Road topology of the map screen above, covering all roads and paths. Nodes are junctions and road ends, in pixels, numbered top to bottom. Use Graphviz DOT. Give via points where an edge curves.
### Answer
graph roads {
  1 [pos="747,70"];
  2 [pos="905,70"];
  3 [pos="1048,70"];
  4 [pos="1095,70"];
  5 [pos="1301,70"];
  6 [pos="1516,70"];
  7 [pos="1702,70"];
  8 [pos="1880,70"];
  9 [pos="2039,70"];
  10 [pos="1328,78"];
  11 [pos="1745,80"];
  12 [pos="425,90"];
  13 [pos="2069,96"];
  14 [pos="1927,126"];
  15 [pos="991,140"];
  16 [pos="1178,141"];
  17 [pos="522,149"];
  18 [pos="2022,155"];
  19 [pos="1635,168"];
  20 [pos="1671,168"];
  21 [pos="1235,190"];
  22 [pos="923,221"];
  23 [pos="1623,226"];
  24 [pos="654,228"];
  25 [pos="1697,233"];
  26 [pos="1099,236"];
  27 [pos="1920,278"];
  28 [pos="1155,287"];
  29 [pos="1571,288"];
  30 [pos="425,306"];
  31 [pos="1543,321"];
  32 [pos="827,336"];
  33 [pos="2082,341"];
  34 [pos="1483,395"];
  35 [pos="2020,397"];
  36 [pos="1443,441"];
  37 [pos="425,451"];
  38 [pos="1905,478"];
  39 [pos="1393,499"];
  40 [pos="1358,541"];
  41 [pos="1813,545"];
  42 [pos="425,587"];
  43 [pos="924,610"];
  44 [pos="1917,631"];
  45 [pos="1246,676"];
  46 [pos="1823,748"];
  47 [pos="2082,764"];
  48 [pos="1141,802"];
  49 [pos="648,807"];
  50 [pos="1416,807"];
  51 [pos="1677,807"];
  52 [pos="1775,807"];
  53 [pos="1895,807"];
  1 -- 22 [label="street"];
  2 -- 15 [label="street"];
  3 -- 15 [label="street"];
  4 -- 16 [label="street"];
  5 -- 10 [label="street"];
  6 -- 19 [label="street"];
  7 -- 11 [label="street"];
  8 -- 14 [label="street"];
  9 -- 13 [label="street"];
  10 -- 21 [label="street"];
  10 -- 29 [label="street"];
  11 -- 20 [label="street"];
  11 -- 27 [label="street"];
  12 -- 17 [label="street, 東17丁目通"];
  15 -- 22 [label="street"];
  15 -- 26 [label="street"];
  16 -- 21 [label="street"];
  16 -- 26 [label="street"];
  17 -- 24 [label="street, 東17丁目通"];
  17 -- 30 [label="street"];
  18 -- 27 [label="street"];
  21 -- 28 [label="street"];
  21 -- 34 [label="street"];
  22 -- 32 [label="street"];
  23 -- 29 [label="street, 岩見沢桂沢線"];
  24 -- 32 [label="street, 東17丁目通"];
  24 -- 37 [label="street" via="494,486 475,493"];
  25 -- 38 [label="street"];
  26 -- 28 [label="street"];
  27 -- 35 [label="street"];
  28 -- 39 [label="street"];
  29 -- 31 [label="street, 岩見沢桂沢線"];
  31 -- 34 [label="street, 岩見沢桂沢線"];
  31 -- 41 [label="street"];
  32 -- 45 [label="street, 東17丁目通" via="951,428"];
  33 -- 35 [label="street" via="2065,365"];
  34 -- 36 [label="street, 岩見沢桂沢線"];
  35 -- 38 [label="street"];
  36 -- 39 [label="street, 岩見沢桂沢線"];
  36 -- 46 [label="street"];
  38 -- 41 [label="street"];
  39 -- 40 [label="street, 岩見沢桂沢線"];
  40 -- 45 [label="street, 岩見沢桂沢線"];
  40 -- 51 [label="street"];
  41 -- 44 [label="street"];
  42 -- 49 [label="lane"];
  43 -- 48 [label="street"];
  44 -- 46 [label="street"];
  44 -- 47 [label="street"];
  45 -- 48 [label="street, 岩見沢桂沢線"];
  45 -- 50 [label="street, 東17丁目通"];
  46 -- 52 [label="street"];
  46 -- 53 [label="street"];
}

□ □ □

◆ Instructions to follow:
Each record must be reproduced exactly, with nothing missing.

◆ Your response:
Road topology of the map screen above, covering all roads and paths. Nodes are junctions and road ends, in pixels, numbered top to bottom. Use Graphviz DOT. Give via points where an edge curves.
### Answer
graph roads {
  1 [pos="747,70"];
  2 [pos="905,70"];
  3 [pos="1048,70"];
  4 [pos="1095,70"];
  5 [pos="1301,70"];
  6 [pos="1516,70"];
  7 [pos="1702,70"];
  8 [pos="1880,70"];
  9 [pos="2039,70"];
  10 [pos="1328,78"];
  11 [pos="1745,80"];
  12 [pos="425,90"];
  13 [pos="2069,96"];
  14 [pos="1927,126"];
  15 [pos="991,140"];
  16 [pos="1178,141"];
  17 [pos="522,149"];
  18 [pos="2022,155"];
  19 [pos="1635,168"];
  20 [pos="1671,168"];
  21 [pos="1235,190"];
  22 [pos="923,221"];
  23 [pos="1623,226"];
  24 [pos="654,228"];
  25 [pos="1697,233"];
  26 [pos="1099,236"];
  27 [pos="1920,278"];
  28 [pos="1155,287"];
  29 [pos="1571,288"];
  30 [pos="425,306"];
  31 [pos="1543,321"];
  32 [pos="827,336"];
  33 [pos="2082,341"];
  34 [pos="1483,395"];
  35 [pos="2020,397"];
  36 [pos="1443,441"];
  37 [pos="425,451"];
  38 [pos="1905,478"];
  39 [pos="1393,499"];
  40 [pos="1358,541"];
  41 [pos="1813,545"];
  42 [pos="425,587"];
  43 [pos="924,610"];
  44 [pos="1917,631"];
  45 [pos="1246,676"];
  46 [pos="1823,748"];
  47 [pos="2082,764"];
  48 [pos="1141,802"];
  49 [pos="648,807"];
  50 [pos="1416,807"];
  51 [pos="1677,807"];
  52 [pos="1775,807"];
  53 [pos="1895,807"];
  1 -- 22 [label="street"];
  2 -- 15 [label="street"];
  3 -- 15 [label="street"];
  4 -- 16 [label="street"];
  5 -- 10 [label="street"];
  6 -- 19 [label="street"];
  7 -- 11 [label="street"];
  8 -- 14 [label="street"];
  9 -- 13 [label="street"];
  10 -- 21 [label="street"];
  10 -- 29 [label="street"];
  11 -- 20 [label="street"];
  11 -- 27 [label="street"];
  12 -- 17 [label="street, 東17丁目通"];
  15 -- 22 [label="street"];
  15 -- 26 [label="street"];
  16 -- 21 [label="street"];
  16 -- 26 [label="street"];
  17 -- 24 [label="street, 東17丁目通"];
  17 -- 30 [label="street"];
  18 -- 27 [label="street"];
  21 -- 28 [label="street"];
  21 -- 34 [label="street"];
  22 -- 32 [label="street"];
  23 -- 29 [label="street, 岩見沢桂沢線"];
  24 -- 32 [label="street, 東17丁目通"];
  24 -- 37 [label="street" via="494,486 475,493"];
  25 -- 38 [label="street"];
  26 -- 28 [label="street"];
  27 -- 35 [label="street"];
  28 -- 39 [label="street"];
  29 -- 31 [label="street, 岩見沢桂沢線"];
  31 -- 34 [label="street, 岩見沢桂沢線"];
  31 -- 41 [label="street"];
  32 -- 45 [label="street, 東17丁目通" via="951,428"];
  33 -- 35 [label="street" via="2065,365"];
  34 -- 36 [label="street, 岩見沢桂沢線"];
  35 -- 38 [label="street"];
  36 -- 39 [label="street, 岩見沢桂沢線"];
  36 -- 46 [label="street"];
  38 -- 41 [label="street"];
  39 -- 40 [label="street, 岩見沢桂沢線"];
  40 -- 45 [label="street, 岩見沢桂沢線"];
  40 -- 51 [label="street"];
  41 -- 44 [label="street"];
  42 -- 49 [label="lane"];
  43 -- 48 [label="street"];
  44 -- 46 [label="street"];
  44 -- 47 [label="street"];
  45 -- 48 [label="street, 岩見沢桂沢線"];
  45 -- 50 [label="street, 東17丁目通"];
  46 -- 52 [label="street"];
  46 -- 53 [label="street"];
}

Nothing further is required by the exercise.